**Required work**
Write out again each line of the material below, unchanged, from the first one to the line that holds "Build a routing".

**Source data**
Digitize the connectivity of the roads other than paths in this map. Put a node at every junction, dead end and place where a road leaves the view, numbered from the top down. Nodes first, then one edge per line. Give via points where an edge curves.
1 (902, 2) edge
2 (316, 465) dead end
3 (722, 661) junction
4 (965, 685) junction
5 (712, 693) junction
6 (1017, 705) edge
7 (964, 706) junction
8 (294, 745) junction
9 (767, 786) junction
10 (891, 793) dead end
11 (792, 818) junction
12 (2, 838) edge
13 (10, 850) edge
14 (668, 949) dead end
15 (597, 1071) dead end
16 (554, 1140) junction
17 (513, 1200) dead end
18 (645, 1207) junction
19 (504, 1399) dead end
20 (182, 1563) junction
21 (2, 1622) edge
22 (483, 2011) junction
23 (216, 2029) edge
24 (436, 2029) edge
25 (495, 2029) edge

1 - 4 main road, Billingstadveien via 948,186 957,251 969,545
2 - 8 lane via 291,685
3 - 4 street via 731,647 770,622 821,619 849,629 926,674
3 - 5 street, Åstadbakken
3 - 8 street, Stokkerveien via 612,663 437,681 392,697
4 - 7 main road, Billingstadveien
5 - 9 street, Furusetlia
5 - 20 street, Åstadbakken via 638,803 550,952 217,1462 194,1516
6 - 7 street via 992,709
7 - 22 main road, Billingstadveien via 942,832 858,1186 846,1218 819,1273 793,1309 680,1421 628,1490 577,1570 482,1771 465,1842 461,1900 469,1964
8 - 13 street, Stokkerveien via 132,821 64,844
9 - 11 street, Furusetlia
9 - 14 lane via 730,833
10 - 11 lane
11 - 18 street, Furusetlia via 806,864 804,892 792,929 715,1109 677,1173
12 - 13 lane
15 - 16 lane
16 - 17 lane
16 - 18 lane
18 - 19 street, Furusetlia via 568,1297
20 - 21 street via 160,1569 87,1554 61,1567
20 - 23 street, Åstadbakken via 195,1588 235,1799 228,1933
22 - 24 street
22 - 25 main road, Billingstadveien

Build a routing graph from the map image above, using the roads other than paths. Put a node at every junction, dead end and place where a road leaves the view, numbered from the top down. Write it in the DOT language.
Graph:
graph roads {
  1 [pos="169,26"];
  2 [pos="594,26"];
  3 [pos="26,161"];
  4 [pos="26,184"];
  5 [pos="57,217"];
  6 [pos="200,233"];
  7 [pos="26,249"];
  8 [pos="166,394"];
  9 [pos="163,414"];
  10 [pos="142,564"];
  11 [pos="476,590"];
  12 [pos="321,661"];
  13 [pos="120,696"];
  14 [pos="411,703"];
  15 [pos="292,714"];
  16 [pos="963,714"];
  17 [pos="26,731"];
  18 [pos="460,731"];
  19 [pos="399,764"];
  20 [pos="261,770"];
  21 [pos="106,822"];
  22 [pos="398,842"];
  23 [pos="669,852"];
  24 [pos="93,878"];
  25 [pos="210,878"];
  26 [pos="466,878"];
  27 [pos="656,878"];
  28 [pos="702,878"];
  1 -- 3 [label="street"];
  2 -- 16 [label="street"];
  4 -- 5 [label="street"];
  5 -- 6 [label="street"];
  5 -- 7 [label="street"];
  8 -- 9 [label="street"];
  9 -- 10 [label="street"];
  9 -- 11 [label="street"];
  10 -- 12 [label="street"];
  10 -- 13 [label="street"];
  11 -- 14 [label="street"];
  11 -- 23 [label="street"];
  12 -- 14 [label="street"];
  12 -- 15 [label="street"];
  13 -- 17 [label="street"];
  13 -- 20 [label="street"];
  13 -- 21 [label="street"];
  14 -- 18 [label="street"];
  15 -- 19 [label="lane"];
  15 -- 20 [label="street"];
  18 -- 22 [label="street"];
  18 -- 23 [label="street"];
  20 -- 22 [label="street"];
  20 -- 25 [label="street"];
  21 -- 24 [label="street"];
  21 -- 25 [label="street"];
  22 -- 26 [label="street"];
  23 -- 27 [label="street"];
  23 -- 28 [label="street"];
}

**Task solution**
Digitize the connectivity of the roads other than paths in this map. Put a node at every junction, dead end and place where a road leaves the view, numbered from the top down. Nodes first, then one edge per line. Give via points where an edge curves.
1 (902, 2) edge
2 (316, 465) dead end
3 (722, 661) junction
4 (965, 685) junction
5 (712, 693) junction
6 (1017, 705) edge
7 (964, 706) junction
8 (294, 745) junction
9 (767, 786) junction
10 (891, 793) dead end
11 (792, 818) junction
12 (2, 838) edge
13 (10, 850) edge
14 (668, 949) dead end
15 (597, 1071) dead end
16 (554, 1140) junction
17 (513, 1200) dead end
18 (645, 1207) junction
19 (504, 1399) dead end
20 (182, 1563) junction
21 (2, 1622) edge
22 (483, 2011) junction
23 (216, 2029) edge
24 (436, 2029) edge
25 (495, 2029) edge

1 - 4 main road, Billingstadveien via 948,186 957,251 969,545
2 - 8 lane via 291,685
3 - 4 street via 731,647 770,622 821,619 849,629 926,674
3 - 5 street, Åstadbakken
3 - 8 street, Stokkerveien via 612,663 437,681 392,697
4 - 7 main road, Billingstadveien
5 - 9 street, Furusetlia
5 - 20 street, Åstadbakken via 638,803 550,952 217,1462 194,1516
6 - 7 street via 992,709
7 - 22 main road, Billingstadveien via 942,832 858,1186 846,1218 819,1273 793,1309 680,1421 628,1490 577,1570 482,1771 465,1842 461,1900 469,1964
8 - 13 street, Stokkerveien via 132,821 64,844
9 - 11 street, Furusetlia
9 - 14 lane via 730,833
10 - 11 lane
11 - 18 street, Furusetlia via 806,864 804,892 792,929 715,1109 677,1173
12 - 13 lane
15 - 16 lane
16 - 17 lane
16 - 18 lane
18 - 19 street, Furusetlia via 568,1297
20 - 21 street via 160,1569 87,1554 61,1567
20 - 23 street, Åstadbakken via 195,1588 235,1799 228,1933
22 - 24 street
22 - 25 main road, Billingstadveien

Build a routing graph from the map image above, using the roads other than paths. Put a node at every junction, dead end and place where a road leaves the view, numbered from the top down. Write it in the DOT language.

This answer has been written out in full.